Councils have taken different approaches to handling these concerns. In an advice note published in March 2022, Liverpool City Council clarified that its development plan’s policies on residential size and mix would apply to co-living accommodation, meaning schemes in the city are required to offer a greater proportion of units with two beds or more, rather than one-bed units.

Meanwhile, the Salford Local Plan exempts co-living accommodation from space standards but requires that they provide 20% of the dwellings in the form of affordable private rent.

There is also some concern about encouraging the construction of a relatively unproven and specific housing type. Tyson says the sector “got a bit of a bad rep” after the collapse of the Collective Group in 2021.

>>See also: Could shared living help address Birmingham’s housing needs and give young people a sense of belonging?

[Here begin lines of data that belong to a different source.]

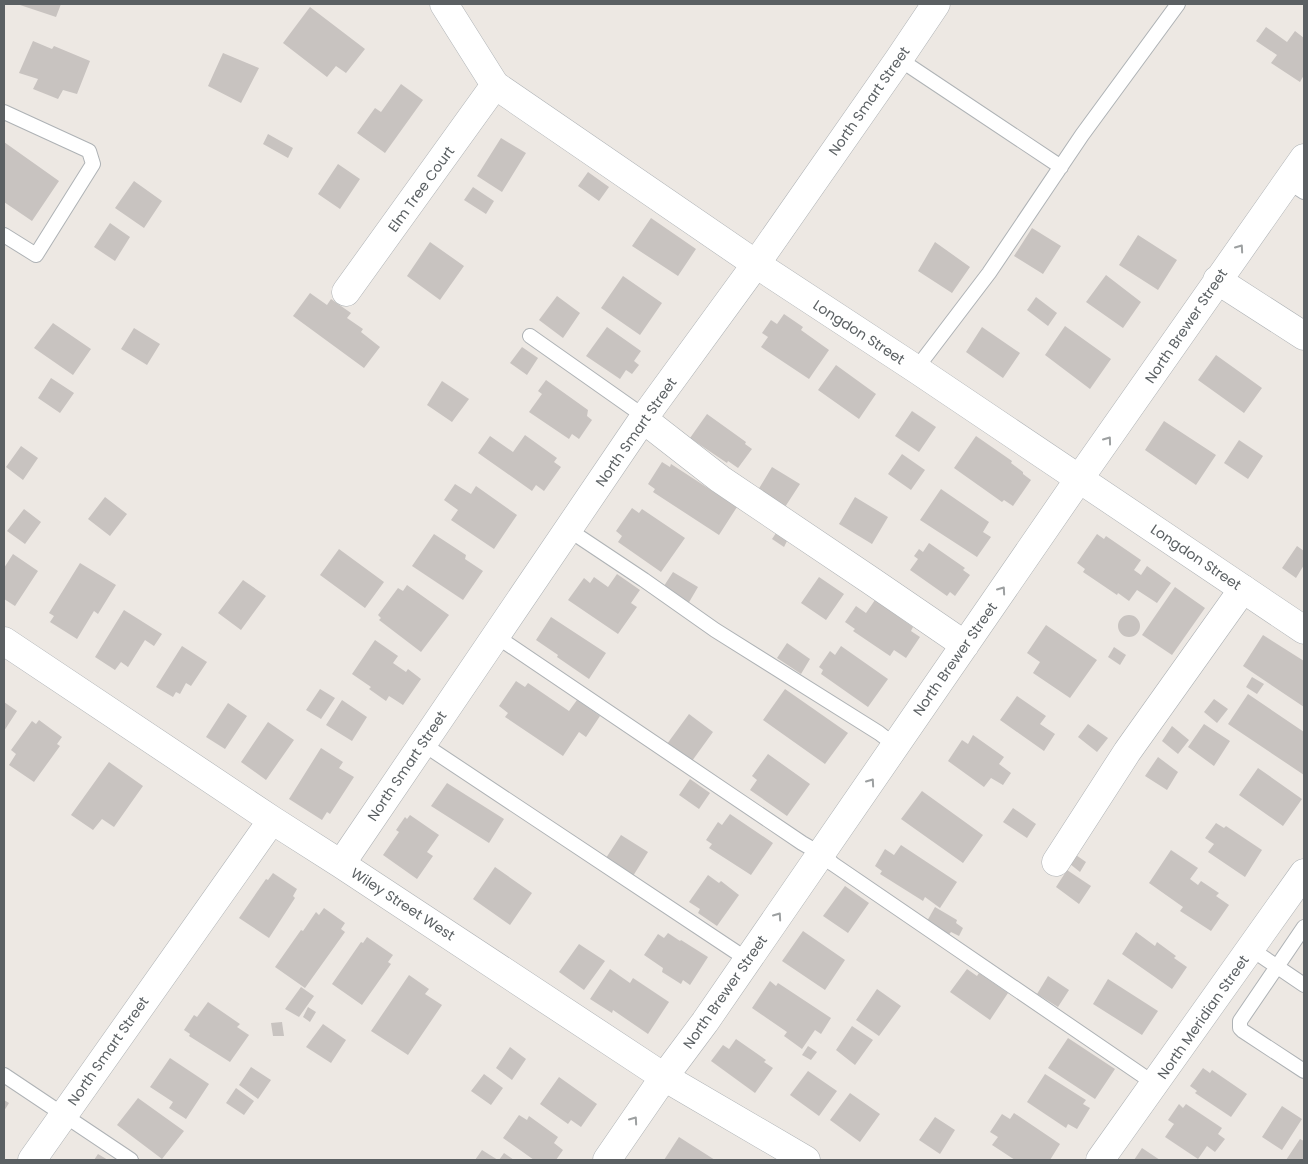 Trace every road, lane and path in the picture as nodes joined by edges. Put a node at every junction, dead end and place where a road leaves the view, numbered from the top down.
1 (444, 4) edge
2 (936, 4) edge
3 (1178, 4) edge
4 (899, 60) junction
5 (496, 85) junction
6 (4, 112) edge
7 (1304, 158) edge
8 (1062, 167) junction
9 (1296, 187) edge
10 (4, 235) edge
11 (756, 264) junction
12 (1217, 280) junction
13 (346, 292) dead end
14 (530, 336) dead end
15 (1304, 336) edge
16 (916, 369) junction
17 (644, 418) junction
18 (1079, 479) junction
19 (569, 530) junction
20 (1243, 589) junction
21 (1304, 630) edge
22 (496, 636) junction
23 (4, 641) edge
24 (965, 645) junction
25 (423, 744) junction
26 (896, 746) junction
27 (272, 820) junction
28 (821, 854) junction
29 (1056, 862) dead end
30 (341, 864) junction
31 (1304, 872) edge
32 (1304, 927) edge
33 (1250, 949) junction
34 (748, 960) junction
35 (1278, 967) junction
36 (1304, 985) edge
37 (1304, 1071) edge
38 (4, 1075) edge
39 (664, 1077) junction
40 (1154, 1084) junction
41 (63, 1114) junction
42 (32, 1160) edge
43 (131, 1160) edge
44 (607, 1160) edge
45 (806, 1160) edge
46 (1100, 1160) edge

1 - 5 street, Longdon Street
2 - 4 street, North Smart Street
3 - 8 lane
4 - 8 lane
4 - 11 street, North Smart Street
5 - 11 street, Longdon Street
5 - 13 street, Elm Tree Court
6 - 10 lane
7 - 9 street, North Brewer Street
8 - 16 lane
12 -> 9 street, North Brewer Street
11 - 16 street, Longdon Street
11 - 17 street, North Smart Street
12 - 15 street
18 -> 12 street, North Brewer Street
14 - 17 lane
16 - 18 street, Longdon Street
17 - 19 street, North Smart Street
17 - 24 street
18 - 20 street, Longdon Street
24 -> 18 street, North Brewer Street
19 - 22 street, North Smart Street
19 - 26 lane
20 - 21 street, Longdon Street
20 - 29 street
22 - 25 street, North Smart Street
22 - 28 lane
23 - 27 street, Wiley Street West
24 - 26 street, North Brewer Street
25 - 30 street, North Smart Street
25 - 34 lane
28 -> 26 street, North Brewer Street
27 - 30 street, Wiley Street West
27 - 41 street, North Smart Street
34 -> 28 street, North Brewer Street
28 - 40 lane
30 - 39 street, Wiley Street West
31 - 33 street, North Meridian Street
32 - 35 lane
33 - 35 lane
33 - 40 street, North Meridian Street
34 - 39 street, North Brewer Street
35 - 36 lane
35 - 37 lane
38 - 41 lane
44 -> 39 street, North Brewer Street
39 - 45 street, Wiley Street West
40 - 46 street, North Meridian Street
41 - 42 street, North Smart Street
41 - 43 lane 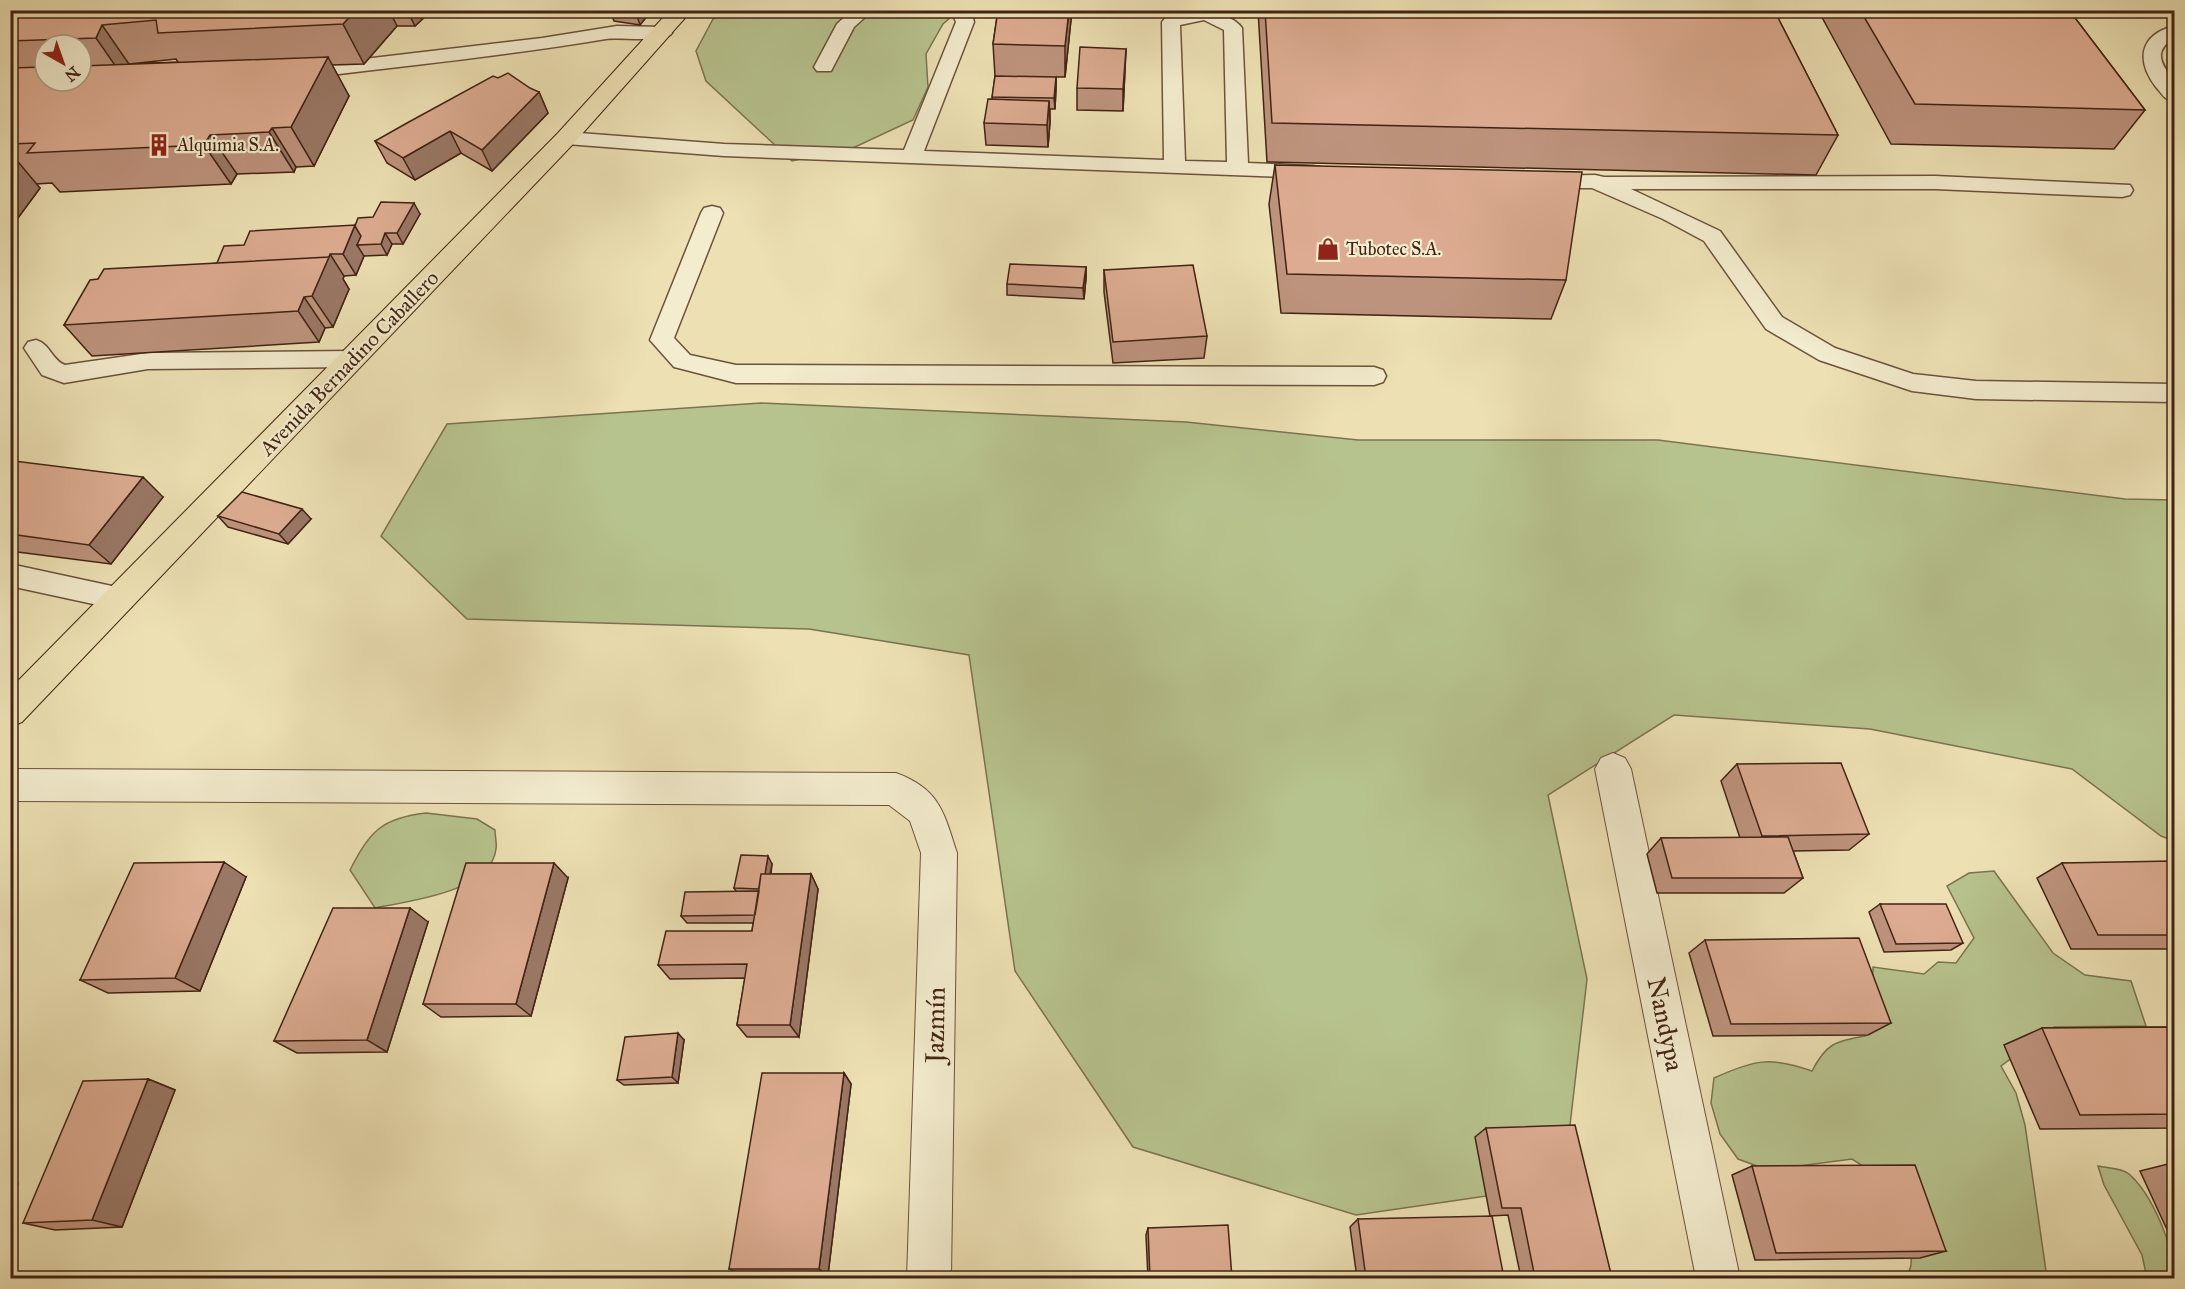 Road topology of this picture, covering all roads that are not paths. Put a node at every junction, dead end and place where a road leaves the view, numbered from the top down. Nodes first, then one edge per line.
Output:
1 (682, 10) edge
2 (864, 10) edge
3 (960, 10) edge
4 (2175, 32) edge
5 (663, 33) junction
6 (824, 68) dead end
7 (274, 74) edge
8 (2175, 96) edge
9 (567, 138) junction
10 (911, 158) junction
11 (1175, 166) junction
12 (1238, 168) junction
13 (1332, 172) edge
14 (1520, 181) edge
15 (1595, 182) junction
16 (2122, 190) dead end
17 (712, 213) dead end
18 (36, 348) dead end
19 (353, 359) junction
20 (1374, 376) dead end
21 (2175, 393) edge
22 (10, 574) edge
23 (121, 599) junction
24 (10, 712) edge
25 (1613, 769) dead end
26 (10, 784) edge
27 (929, 1278) edge
28 (1718, 1278) edge

1 - 5 main road, Avenida Bernadino Caballero
2 - 6 lane
3 - 10 lane
4 - 8 lane
5 - 7 lane
5 - 9 main road, Avenida Bernadino Caballero
9 - 10 lane
9 - 19 main road, Avenida Bernadino Caballero
10 - 11 lane
11 - 12 lane
11 - 12 lane
12 - 13 lane
14 - 15 lane
15 - 16 lane
15 - 21 lane
17 - 20 lane
18 - 19 lane
19 - 23 main road, Avenida Bernadino Caballero
22 - 23 lane
23 - 24 main road, Avenida Bernadino Caballero
25 - 28 street, Nandypa
26 - 27 street, Jazmín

>>See also: Co-living is an important tool in addressing the housing crisis

The firm had pioneered co-living in the UK but was hit by the impact of Covid-19 on occupancy rates and delays in development of its non-operational assets and was consequently unable to make enough income to service debt taken on to fuel a planned rapid expansion just before the pandemic. Tyson says some lessons have been learnt from the Collective’s experience. “They didn’t get it right the first time,” he says. “It was a purely studio offer and we think you need a mix of studios and shared apartments”.

It’s perhaps partly owing to the Collective’s failure that Manchester’s interim policy requires developers to submit a conversion plan to demonstrate how buildings could be repurposed in future if required as one of ten additional criteria for coliving. “Our experience suggests that most co-living buildings would be relatively straightforward to re-purpose to other forms of residential accommodation,” says HTA’s Bayliss. The 5,000 units that have been allowed in Manchester are all in roughly the same area of the city, which, according to Tyson, is part of a trend in which councils “formally or informally” limited coliving developments to a particular area of town.

Social Lounge (1)

Source: Downing Group

Large shared social spaces and amenities are meant to make up for smaller private room sizes. But some local authorities aren’t convinced

Bayliss says despite its high profile in recent years, the contribution of coliving to housing delivery will remain modest.

“We believe that the value is in the quality of the offering that co-living contributes to a broader more resilient housing market, rather than the number of homes it contributes,” he says. On the other hand, the jury is out on whether it can meet the high expectations of developers, but the answer will almost certainly depend on how the wary reception of councils develops in the long-term.

“There’s not a lot of encouragement on co-living. [Local] authorities have policies to deal with it but nobody’s going out and demanding it”

George Tyson, project director at Downing Group

According to Bayliss, the “high quality” of completed schemes compared with other forms of shared living “has helped improve co-living’s reputation and whilst the receptiveness to co-living does still vary, our experience suggests that there is increasing acceptance and understanding of the positive role it can play”.

But others are slightly more circumspect. “There’s not a lot of encouragement on coliving. [Local] authorities have policies to deal with it but nobody’s going out and demanding it,” says Tyson. In Manchester, Tyson does not seem sure what will happen once these test developments are completed. “I don’t know if they are hoping that will be it and no-one else will darken their door again,” he says.